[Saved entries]
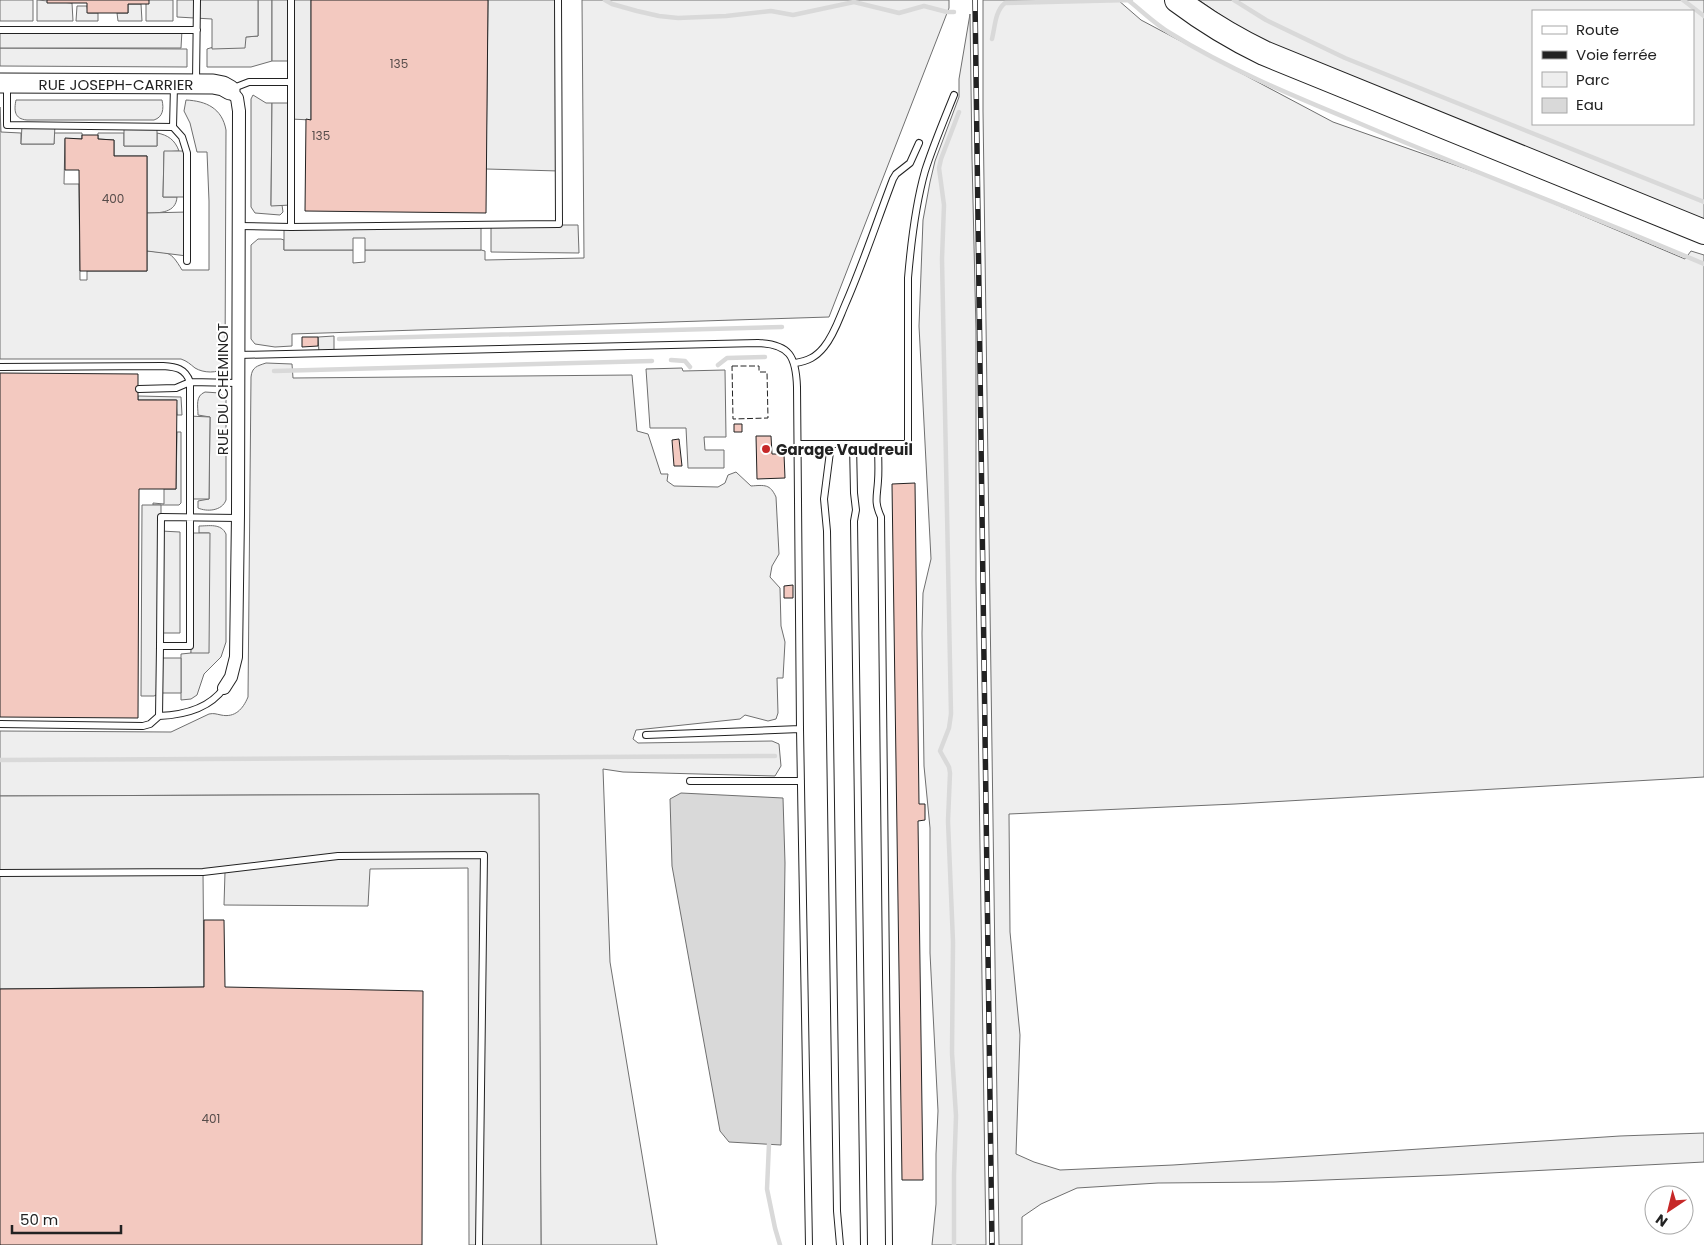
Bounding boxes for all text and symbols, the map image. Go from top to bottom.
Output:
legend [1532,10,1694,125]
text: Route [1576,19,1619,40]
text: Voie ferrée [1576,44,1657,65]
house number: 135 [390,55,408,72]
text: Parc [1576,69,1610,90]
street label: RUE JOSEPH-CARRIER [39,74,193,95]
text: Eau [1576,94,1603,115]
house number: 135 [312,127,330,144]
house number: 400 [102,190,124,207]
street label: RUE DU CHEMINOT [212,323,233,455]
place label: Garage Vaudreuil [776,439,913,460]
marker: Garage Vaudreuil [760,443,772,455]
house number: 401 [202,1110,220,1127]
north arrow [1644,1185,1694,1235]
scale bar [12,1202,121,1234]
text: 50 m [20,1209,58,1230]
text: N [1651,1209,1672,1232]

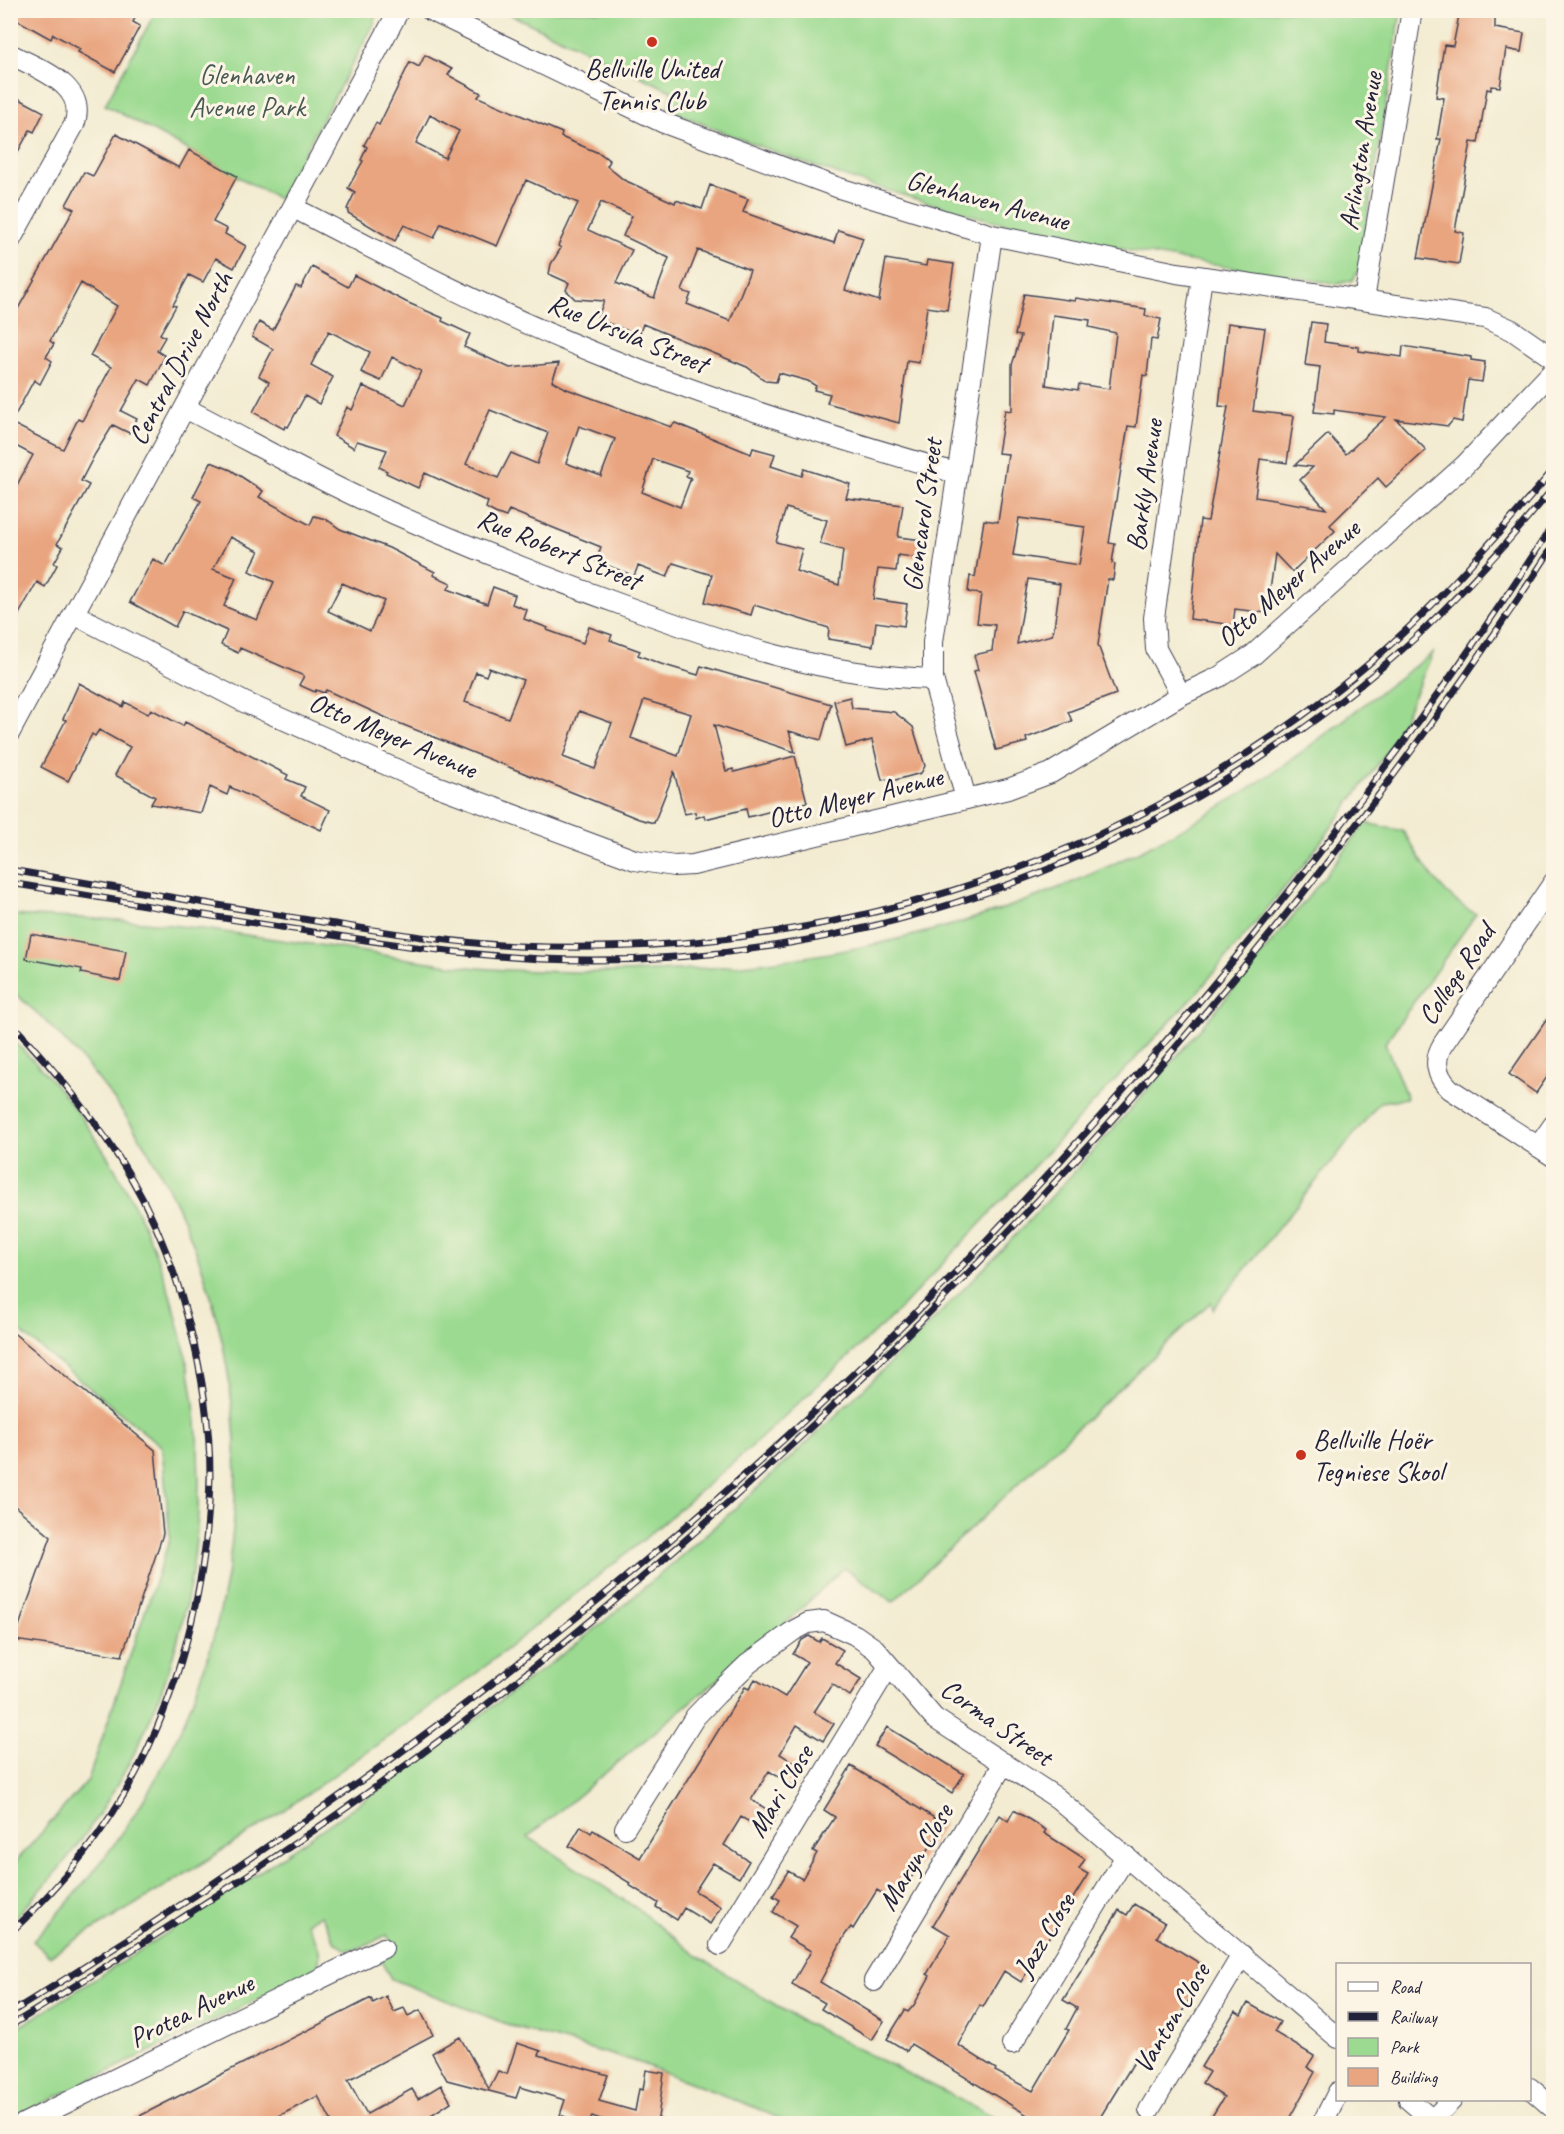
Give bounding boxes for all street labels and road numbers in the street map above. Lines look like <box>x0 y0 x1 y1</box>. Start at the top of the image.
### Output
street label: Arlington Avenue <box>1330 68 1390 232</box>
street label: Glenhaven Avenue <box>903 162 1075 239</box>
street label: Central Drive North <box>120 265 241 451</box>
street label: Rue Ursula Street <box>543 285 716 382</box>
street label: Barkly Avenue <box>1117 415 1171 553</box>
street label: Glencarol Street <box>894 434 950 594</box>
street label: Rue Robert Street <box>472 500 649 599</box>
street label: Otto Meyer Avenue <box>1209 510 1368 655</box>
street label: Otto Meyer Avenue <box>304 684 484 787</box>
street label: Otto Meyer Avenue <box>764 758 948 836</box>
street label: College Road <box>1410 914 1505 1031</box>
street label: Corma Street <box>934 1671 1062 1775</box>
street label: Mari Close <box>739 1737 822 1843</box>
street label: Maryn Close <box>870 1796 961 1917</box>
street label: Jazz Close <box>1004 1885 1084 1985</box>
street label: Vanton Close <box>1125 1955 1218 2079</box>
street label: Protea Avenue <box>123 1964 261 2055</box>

**WHAT NEEDS TO BE DONE**
Where a record holds a picture, leave the picture out and restate the rest word for word.

**SOLUTION BELOW**
Bounding boxes for all text and symbols, the map image. Go from top to bottom.
Output:
legend [1532,10,1694,125]
text: Route [1576,19,1619,40]
text: Voie ferrée [1576,44,1657,65]
house number: 135 [390,55,408,72]
text: Parc [1576,69,1610,90]
street label: RUE JOSEPH-CARRIER [39,74,193,95]
text: Eau [1576,94,1603,115]
house number: 135 [312,127,330,144]
house number: 400 [102,190,124,207]
street label: RUE DU CHEMINOT [212,323,233,455]
place label: Garage Vaudreuil [776,439,913,460]
marker: Garage Vaudreuil [760,443,772,455]
house number: 401 [202,1110,220,1127]
north arrow [1644,1185,1694,1235]
scale bar [12,1202,121,1234]
text: 50 m [20,1209,58,1230]
text: N [1651,1209,1672,1232]

Give bounding boxes for all street labels and road numbers in the street map above. Lines look like <box>x0 y0 x1 y1</box>. Start at the top of the image.
### Output
street label: Arlington Avenue <box>1330 68 1390 232</box>
street label: Glenhaven Avenue <box>903 162 1075 239</box>
street label: Central Drive North <box>120 265 241 451</box>
street label: Rue Ursula Street <box>543 285 716 382</box>
street label: Barkly Avenue <box>1117 415 1171 553</box>
street label: Glencarol Street <box>894 434 950 594</box>
street label: Rue Robert Street <box>472 500 649 599</box>
street label: Otto Meyer Avenue <box>1209 510 1368 655</box>
street label: Otto Meyer Avenue <box>304 684 484 787</box>
street label: Otto Meyer Avenue <box>764 758 948 836</box>
street label: College Road <box>1410 914 1505 1031</box>
street label: Corma Street <box>934 1671 1062 1775</box>
street label: Mari Close <box>739 1737 822 1843</box>
street label: Maryn Close <box>870 1796 961 1917</box>
street label: Jazz Close <box>1004 1885 1084 1985</box>
street label: Vanton Close <box>1125 1955 1218 2079</box>
street label: Protea Avenue <box>123 1964 261 2055</box>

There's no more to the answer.